I still haven't solved the issue with false positives. I still get the occasional ghost face painted on to clothing for some reason. Oddly enough I also use codeformer, which use the same RetinaFace model but on pytorch and it doesn't seem to detect a face in those frames. I had an idea of perhaps restricting your inference somehow to only doing one face in the photo the way that codeformer does but I am not really sure where to begin in trying to make this change. All of the videos I am working with are single subject videos, so it really should only ever be painting one face per frame anyway in my case. Maybe inside your utility function where it extracts faces, I could somehow make it so that it only extracts one face per frame? Even better if I could somehow make it so that it only extracts the face that it is most confident is a face. That would, I think, eliminate that in at least single subject videos.
I was just looking through some of the code and I am guessing that this is the part of the RetinaFace code that would need to be adapated so that the selected indices are done in a more discriminating fashion. Any suggestions on how to do so?
preds = tf.concat( # [bboxes, landms, landms_valid, conf]
[bbox_regressions[0],
landm_regressions[0],
tf.ones_like(classifications[0, :, 0][..., tf.newaxis]),
classifications[0, :, 1][..., tf.newaxis]], 1)
priors = prior_box_tf((tf.shape(inputs)[1], tf.shape(inputs)[2]), cfg['min_sizes'], cfg['steps'], cfg['clip'])
decode_preds = decode_tf(preds, priors, cfg['variances'])

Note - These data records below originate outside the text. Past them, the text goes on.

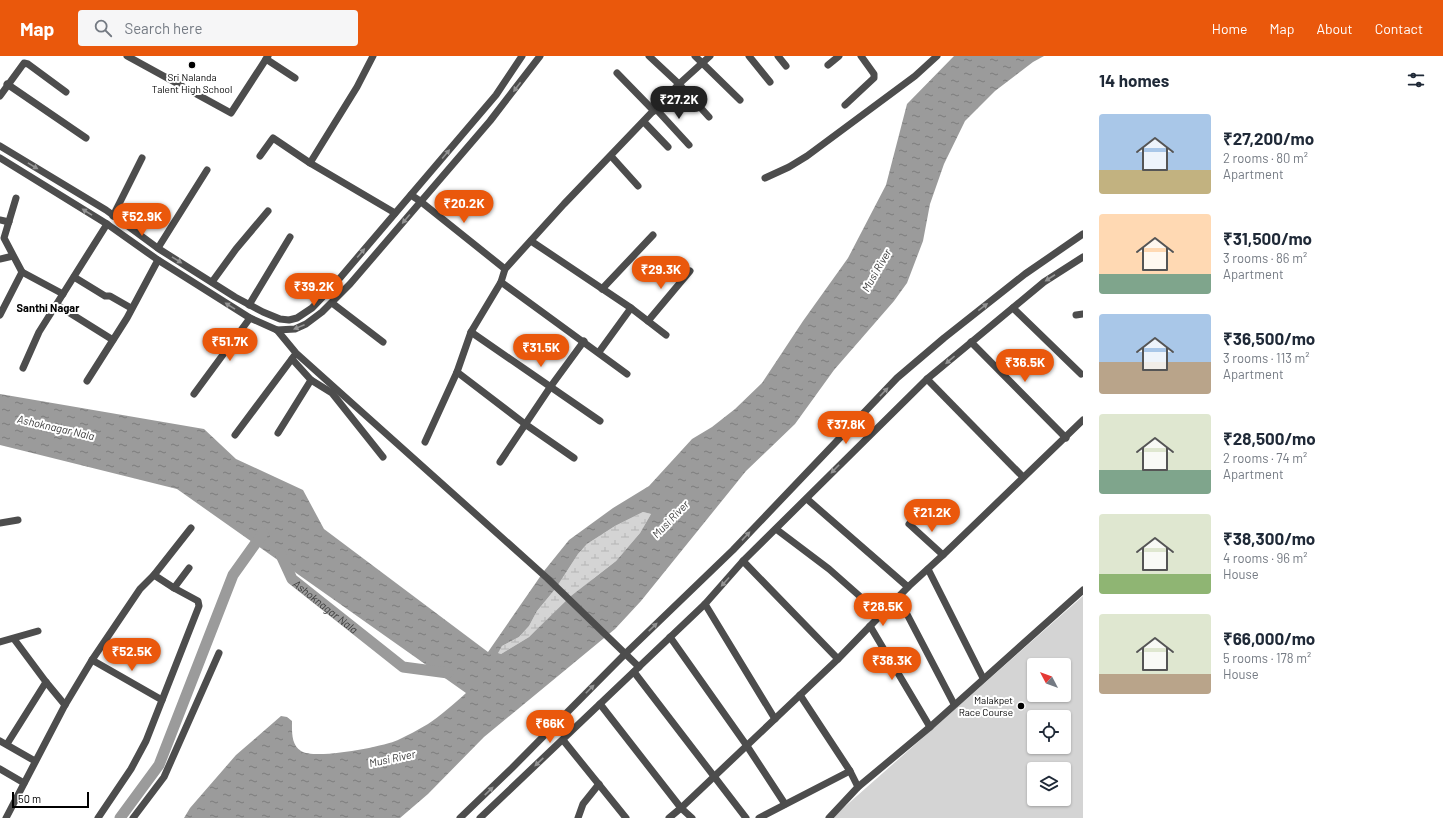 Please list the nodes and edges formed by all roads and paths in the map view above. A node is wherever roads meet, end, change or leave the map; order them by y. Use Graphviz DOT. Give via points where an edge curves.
graph roads {
  1 [pos="127,56"];
  2 [pos="373,56"];
  3 [pos="522,56"];
  4 [pos="540,56"];
  5 [pos="649,56"];
  6 [pos="695,56"];
  7 [pos="710,56"];
  8 [pos="749,56"];
  9 [pos="778,56"];
  10 [pos="839,56"];
  11 [pos="861,56"];
  12 [pos="937,56"];
  13 [pos="267,58"];
  14 [pos="702,63"];
  15 [pos="828,65"];
  16 [pos="786,66"];
  17 [pos="617,73"];
  18 [pos="295,78"];
  19 [pos="770,82"];
  20 [pos="7,84"];
  21 [pos="679,84"];
  22 [pos="66,92"];
  23 [pos="0,96"];
  24 [pos="740,100"];
  25 [pos="845,105"];
  26 [pos="655,110"];
  27 [pos="709,117"];
  28 [pos="644,122"];
  29 [pos="86,138"];
  30 [pos="689,145"];
  31 [pos="0,146"];
  32 [pos="668,147"];
  33 [pos="260,156"];
  34 [pos="611,156"];
  35 [pos="0,158"];
  36 [pos="142,158"];
  37 [pos="310,163"];
  38 [pos="207,170"];
  39 [pos="765,178"];
  40 [pos="638,186"];
  41 [pos="410,195"];
  42 [pos="16,198"];
  43 [pos="420,201"];
  44 [pos="268,211"];
  45 [pos="395,213"];
  46 [pos="113,216"];
  47 [pos="0,220"];
  48 [pos="9,222"];
  49 [pos="107,224"];
  50 [pos="1083,234"];
  51 [pos="653,235"];
  52 [pos="290,237"];
  53 [pos="531,241"];
  54 [pos="158,248"];
  55 [pos="14,256"];
  56 [pos="1083,257"];
  57 [pos="0,259"];
  58 [pos="158,260"];
  59 [pos="506,269"];
  60 [pos="690,271"];
  61 [pos="22,272"];
  62 [pos="74,277"];
  63 [pos="212,282"];
  64 [pos="501,282"];
  65 [pos="602,289"];
  66 [pos="63,294"];
  67 [pos="332,303"];
  68 [pos="57,305"];
  69 [pos="249,305"];
  70 [pos="131,308"];
  71 [pos="631,308"];
  72 [pos="1013,308"];
  73 [pos="0,315"];
  74 [pos="276,317"];
  75 [pos="250,318"];
  76 [pos="648,321"];
  77 [pos="277,330"];
  78 [pos="471,332"];
  79 [pos="666,335"];
  80 [pos="113,340"];
  81 [pos="584,341"];
  82 [pos="383,342"];
  83 [pos="971,342"];
  84 [pos="599,352"];
  85 [pos="294,356"];
  86 [pos="23,368"];
  87 [pos="458,372"];
  88 [pos="627,374"];
  89 [pos="1081,374"];
  90 [pos="927,379"];
  91 [pos="311,380"];
  92 [pos="87,381"];
  93 [pos="551,386"];
  94 [pos="194,394"];
  95 [pos="1083,420"];
  96 [pos="600,421"];
  97 [pos="525,424"];
  98 [pos="278,433"];
  99 [pos="235,435"];
  100 [pos="1066,438"];
  101 [pos="425,442"];
  102 [pos="383,457"];
  103 [pos="574,458"];
  104 [pos="500,462"];
  105 [pos="1023,477"];
  106 [pos="807,499"];
  107 [pos="18,520"];
  108 [pos="0,523"];
  109 [pos="909,524"];
  110 [pos="191,528"];
  111 [pos="776,529"];
  112 [pos="943,555"];
  113 [pos="743,561"];
  114 [pos="189,568"];
  115 [pos="928,569"];
  116 [pos="154,575"];
  117 [pos="908,587"];
  118 [pos="174,588"];
  119 [pos="1083,590"];
  120 [pos="898,597"];
  121 [pos="705,604"];
  122 [pos="881,615"];
  123 [pos="870,626"];
  124 [pos="38,631"];
  125 [pos="670,637"];
  126 [pos="14,638"];
  127 [pos="0,642"];
  128 [pos="219,653"];
  129 [pos="625,654"];
  130 [pos="838,659"];
  131 [pos="92,660"];
  132 [pos="636,670"];
  133 [pos="983,678"];
  134 [pos="46,682"];
  135 [pos="800,694"];
  136 [pos="162,700"];
  137 [pos="600,704"];
  138 [pos="954,704"];
  139 [pos="65,705"];
  140 [pos="775,719"];
  141 [pos="930,727"];
  142 [pos="563,740"];
  143 [pos="0,741"];
  144 [pos="8,744"];
  145 [pos="747,746"];
  146 [pos="35,761"];
  147 [pos="0,769"];
  148 [pos="850,771"];
  149 [pos="714,776"];
  150 [pos="24,783"];
  151 [pos="599,784"];
  152 [pos="858,787"];
  153 [pos="785,804"];
  154 [pos="681,808"];
  155 [pos="469,810"];
  156 [pos="6,818"];
  157 [pos="98,818"];
  158 [pos="133,818"];
  159 [pos="460,818"];
  160 [pos="476,818"];
  161 [pos="480,818"];
  162 [pos="578,818"];
  163 [pos="626,818"];
  164 [pos="669,818"];
  165 [pos="692,818"];
  166 [pos="746,818"];
  167 [pos="760,818"];
  168 [pos="829,818"];
  1 -- 13 [label="street" via="231,113"];
  2 -- 37 [label="street"];
  41 -- 3 [label="street, one-way" via="496,95"];
  4 -- 43 [label="street, one-way" via="490,121"];
  5 -- 21 [label="street"];
  6 -- 14 [label="street"];
  7 -- 14 [label="street"];
  8 -- 19 [label="street"];
  9 -- 16 [label="street"];
  10 -- 15 [label="street"];
  11 -- 25 [label="street" via="874,74 874,78"];
  12 -- 39 [label="street" via="915,76 807,156"];
  13 -- 18 [label="street"];
  14 -- 21 [label="street"];
  14 -- 24 [label="street"];
  17 -- 26 [label="street"];
  20 -- 22 [label="street" via="24,63"];
  20 -- 23 [label="street"];
  20 -- 29 [label="street"];
  21 -- 26 [label="street"];
  21 -- 27 [label="street"];
  26 -- 28 [label="street"];
  26 -- 30 [label="street"];
  28 -- 32 [label="street"];
  28 -- 34 [label="street"];
  31 -- 46 [label="street, one-way"];
  33 -- 37 [label="street" via="273,138"];
  34 -- 40 [label="street"];
  34 -- 53 [label="street"];
  49 -- 35 [label="street, one-way"];
  36 -- 46 [label="street"];
  37 -- 45 [label="street"];
  38 -- 54 [label="street"];
  41 -- 43 [label="street"];
  41 -- 45 [label="street"];
  42 -- 48 [label="street"];
  43 -- 59 [label="street"];
  43 -- 67 [label="street, one-way"];
  44 -- 63 [label="street"];
  74 -- 45 [label="street, one-way" via="289,320 312,308"];
  46 -- 54 [label="street"];
  47 -- 48 [label="street"];
  48 -- 55 [label="street" via="4,238"];
  49 -- 58 [label="street"];
  49 -- 62 [label="street"];
  129 -- 50 [label="street, one-way" via="733,550 897,378 1018,279"];
  51 -- 65 [label="street"];
  52 -- 69 [label="street"];
  53 -- 59 [label="street"];
  53 -- 65 [label="street"];
  54 -- 63 [label="street, one-way"];
  55 -- 57 [label="street"];
  55 -- 61 [label="street"];
  56 -- 72 [label="street, one-way" via="1044,282"];
  58 -- 70 [label="street"];
  75 -- 58 [label="street, one-way"];
  59 -- 64 [label="street"];
  60 -- 76 [label="street"];
  61 -- 66 [label="street"];
  61 -- 73 [label="street"];
  62 -- 66 [label="street"];
  62 -- 70 [label="street"];
  63 -- 69 [label="street"];
  64 -- 78 [label="street"];
  64 -- 81 [label="street"];
  65 -- 71 [label="street"];
  66 -- 68 [label="street"];
  67 -- 77 [label="street, one-way" via="301,327"];
  67 -- 82 [label="street"];
  68 -- 80 [label="street"];
  68 -- 86 [label="street" via="40,332"];
  69 -- 74 [label="street"];
  70 -- 80 [label="street"];
  71 -- 76 [label="street"];
  71 -- 84 [label="street"];
  72 -- 83 [label="street"];
  72 -- 89 [label="street"];
  74 -- 77 [label="street"];
  75 -- 77 [label="street"];
  75 -- 94 [label="street"];
  76 -- 79 [label="street"];
  77 -- 85 [label="street"];
  78 -- 87 [label="street"];
  78 -- 93 [label="street"];
  80 -- 92 [label="street"];
  81 -- 84 [label="street"];
  81 -- 93 [label="street"];
  83 -- 90 [label="street, one-way"];
  83 -- 100 [label="street"];
  84 -- 88 [label="street"];
  85 -- 91 [label="street"];
  85 -- 99 [label="street"];
  85 -- 129 [label="street" via="547,578"];
  87 -- 97 [label="street"];
  87 -- 101 [label="street"];
  90 -- 105 [label="street"];
  90 -- 106 [label="street, one-way"];
  91 -- 98 [label="street"];
  91 -- 102 [label="street" via="332,393"];
  93 -- 96 [label="street"];
  93 -- 97 [label="street"];
  95 -- 100 [label="street"];
  97 -- 103 [label="street"];
  97 -- 104 [label="street"];
  100 -- 105 [label="street"];
  105 -- 112 [label="street"];
  106 -- 111 [label="street"];
  106 -- 117 [label="street"];
  107 -- 108 [label="street"];
  109 -- 112 [label="street"];
  110 -- 116 [label="street"];
  111 -- 113 [label="street"];
  111 -- 122 [label="street" via="829,569"];
  112 -- 115 [label="street"];
  113 -- 121 [label="street, one-way"];
  113 -- 130 [label="street"];
  114 -- 118 [label="street"];
  115 -- 117 [label="street"];
  115 -- 133 [label="street"];
  116 -- 118 [label="street"];
  116 -- 131 [label="street" via="140,589"];
  117 -- 120 [label="street"];
  118 -- 136 [label="street" via="198,601 199,606"];
  119 -- 133 [label="street"];
  120 -- 122 [label="street"];
  120 -- 138 [label="street"];
  121 -- 125 [label="street"];
  121 -- 140 [label="street"];
  122 -- 123 [label="street"];
  123 -- 130 [label="street"];
  123 -- 141 [label="street"];
  124 -- 126 [label="street"];
  125 -- 132 [label="street"];
  125 -- 145 [label="street"];
  126 -- 127 [label="street"];
  126 -- 134 [label="street"];
  128 -- 158 [label="street" via="164,777"];
  129 -- 132 [label="street"];
  155 -- 129 [label="street, one-way"];
  130 -- 135 [label="street"];
  131 -- 136 [label="street"];
  131 -- 139 [label="street"];
  132 -- 137 [label="street"];
  132 -- 149 [label="street"];
  133 -- 138 [label="street"];
  134 -- 139 [label="street"];
  134 -- 144 [label="street"];
  135 -- 140 [label="street"];
  135 -- 148 [label="street"];
  136 -- 157 [label="street" via="138,758"];
  137 -- 142 [label="street"];
  137 -- 154 [label="street"];
  138 -- 141 [label="street"];
  139 -- 146 [label="street"];
  140 -- 145 [label="street"];
  141 -- 152 [label="street"];
  142 -- 151 [label="street"];
  142 -- 161 [label="street, one-way"];
  143 -- 144 [label="street"];
  144 -- 146 [label="street"];
  145 -- 149 [label="street"];
  145 -- 153 [label="street"];
  146 -- 150 [label="street"];
  147 -- 150 [label="street"];
  148 -- 152 [label="street"];
  148 -- 153 [label="street"];
  149 -- 154 [label="street"];
  149 -- 166 [label="street"];
  150 -- 156 [label="street"];
  151 -- 162 [label="street" via="583,804"];
  151 -- 163 [label="street"];
  152 -- 168 [label="street"];
  153 -- 167 [label="street"];
  154 -- 164 [label="street"];
  154 -- 165 [label="street"];
  155 -- 159 [label="street"];
  155 -- 160 [label="street"];
}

selected_indices = tf.image.non_max_suppression(
boxes=decode_preds[:, :4],
scores=decode_preds[:, -1],
max_output_size=tf.shape(decode_preds)[0],
iou_threshold=iou_th,
score_threshold=score_th)
out = tf.gather(decode_preds, selected_indices)
So anyone else experiencing this issue I have an update on a possible solution. It is inelegant as it will now only swap a single subject and it doesn't really discriminate on which subject that is. If it selects the false positive as annotation[0], then it will only swap that which wouldn't work but so far it hasn't. I am still trying to figure out how to make it so that retina face either ranks the outputs or ideally uses face detection to make sure that the target is annotation zero and then the swap_func could then enrure it only swaps that one.
(swap_func.py at line 56) for annotation in faces: if len(faces) > 0: annotation = faces[0] lm_align = get_lm(annotation, im_w, im_h)
So I get a bit of an odd issue where folded clothing sometimes comes up as a false positive in frames of videos causing the program to try and paint the source face onto the false positive, leading to odd flashing in the final video since it only happens on intermittent frames. I was wondering if there was a way to adjust the confidence ratio for the face detection to make it a bit more discriminating or if there is an alternative approach that will eliminate this error. I should point out that this only seems to be an issue when working with very high resolution videos.
Also, if you want to discuss I would like to share some of my informal research on what makes for a better source video that may help you in improving this. There are a few steps that I have found that you can take before running the swap to ensure that the swap will be more likely to be successful. Let me know if you would like to discuss further.
Oh, I also rewrote your colab notebook so that it will loop through an input folder of images and videos all at once and then deposit them in chosen folder. It requires you to build the facedancer program as a zipfile by downloading the zip from github and then adding the pretrained models to it from hugging face and upload it to the parent directory of their drive and it will install it from there instead of downloading it. The entire notebook is a single cell. It also gives you a drop down for the different pretrained models and fields where you can enter your input and output folders. I can share that with you as well if you would like.
Anyway, thanks for your work. I enjoy messing around with the program. Look forward to hearing back.